ClimbsRocks / data-formatter

Takes raw csv input and formats it to be ready for neural networks
19 stars 7 forks source link

FUTURE: add in a subset of new features, prune out the non-useful ones, repeat #59

Open ClimbsRocks opened 8 years ago

ClimbsRocks commented 8 years ago

right now anytime we add in new features (polynomialFeatures.py, groupBy.py, imputingMissingValues.py, etc.), we add them all in at once as a big group.

and then, only at some much later point in time, once we've aggregated together all these new features, do we perform feature selection.

it might make much more sense to perform feature selection at the end of each file where we add in new features.

and then, if we wanted to optimize further, it might make more sense to add in only a subset of new features, perform feature selection, and then add in the next subset of new features.

this would add additional calculation time while saving on memory.

this would ensure that any features that ultimately made it through so many rounds of feature selection were really, really robust.

however, it probably cuts out some marginally useful/borderline features, which may make the cut one time but not the next.

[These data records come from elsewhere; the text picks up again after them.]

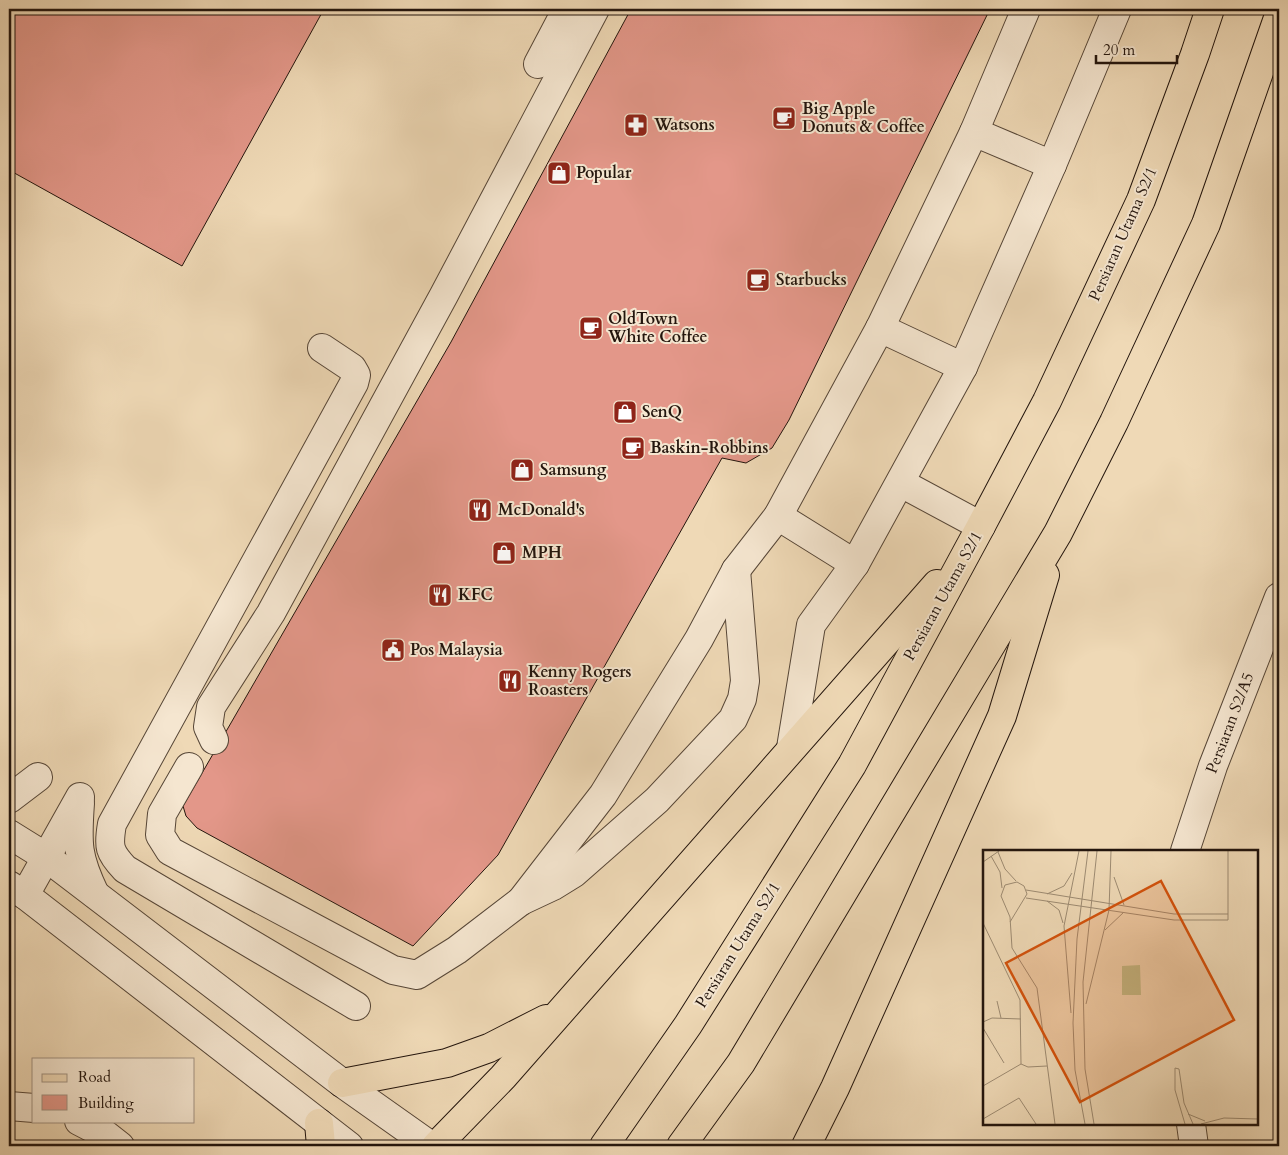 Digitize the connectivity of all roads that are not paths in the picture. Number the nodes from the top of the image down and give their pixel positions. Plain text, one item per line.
1 (567, 9) edge
2 (595, 9) edge
3 (1026, 9) edge
4 (1117, 9) edge
5 (1210, 9) edge
6 (1279, 14) edge
7 (538, 64) dead end
8 (974, 132) junction
9 (1052, 165) junction
10 (880, 328) junction
11 (322, 348) dead end
12 (963, 367) junction
13 (901, 483) junction
14 (778, 516) junction
15 (981, 526) junction
16 (1058, 533) junction
17 (966, 550) junction
18 (855, 564) junction
19 (736, 570) junction
20 (1279, 597) edge
21 (214, 740) dead end
22 (791, 748) junction
23 (189, 767) dead end
24 (38, 777) dead end
25 (603, 795) junction
26 (9, 799) edge
27 (631, 823) junction
28 (9, 834) edge
29 (1185, 850) edge
30 (46, 857) junction
31 (17, 890) edge
32 (96, 896) junction
33 (521, 901) junction
34 (356, 1006) dead end
35 (559, 1012) junction
36 (342, 1083) junction
37 (9, 1106) edge
38 (32, 1108) edge
39 (81, 1122) edge
40 (1191, 1125) edge
41 (320, 1134) edge
42 (120, 1146) edge
43 (349, 1146) edge
44 (431, 1146) edge
45 (436, 1146) edge
46 (604, 1146) edge
47 (681, 1146) edge
48 (806, 1146) edge
49 (1194, 1146) edge

1 - 7 street
2 - 21 street
3 - 8 street
4 - 9 street
5 - 15 main road, Persiaran Utama S2/1
6 - 16 main road
8 - 9 street
8 - 10 street
9 - 12 street
10 - 12 street
10 - 14 street
11 - 34 street
12 - 13 street
13 - 15 street
13 - 18 street
14 - 18 street
14 - 19 street
15 - 17 main road, Persiaran Utama S2/1
16 - 47 main road
16 - 48 main road
17 - 22 main road
17 - 46 main road, Persiaran Utama S2/1
18 - 22 street
19 - 25 street
19 - 27 street
20 - 29 street, Persiaran S2/A5
22 - 35 main road
23 - 33 street
24 - 26 street
25 - 27 street
25 - 33 street
27 - 33 street
28 - 30 street
30 - 31 street
30 - 32 street
30 - 32 street
31 - 41 street
32 - 36 street
35 - 36 main road
35 - 45 main road
36 - 44 street
37 - 38 street
39 - 42 street
40 - 49 street
41 - 43 street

what this would ultimately end up doing is letting us try many more features. since the useless features will be pruned very quickly, we can try adding in many more things, without worrying about creating a memory explosion. it's highly unlikely that all of our feature engineering is going to be useful, but it is highly likely that some of it will be. i would rather have the opportunity to try everything, and let the data decide what's best for this particular dataset.

we do, of course, risk overfitting, but we're using so much cross-validation that i'm not too concerned.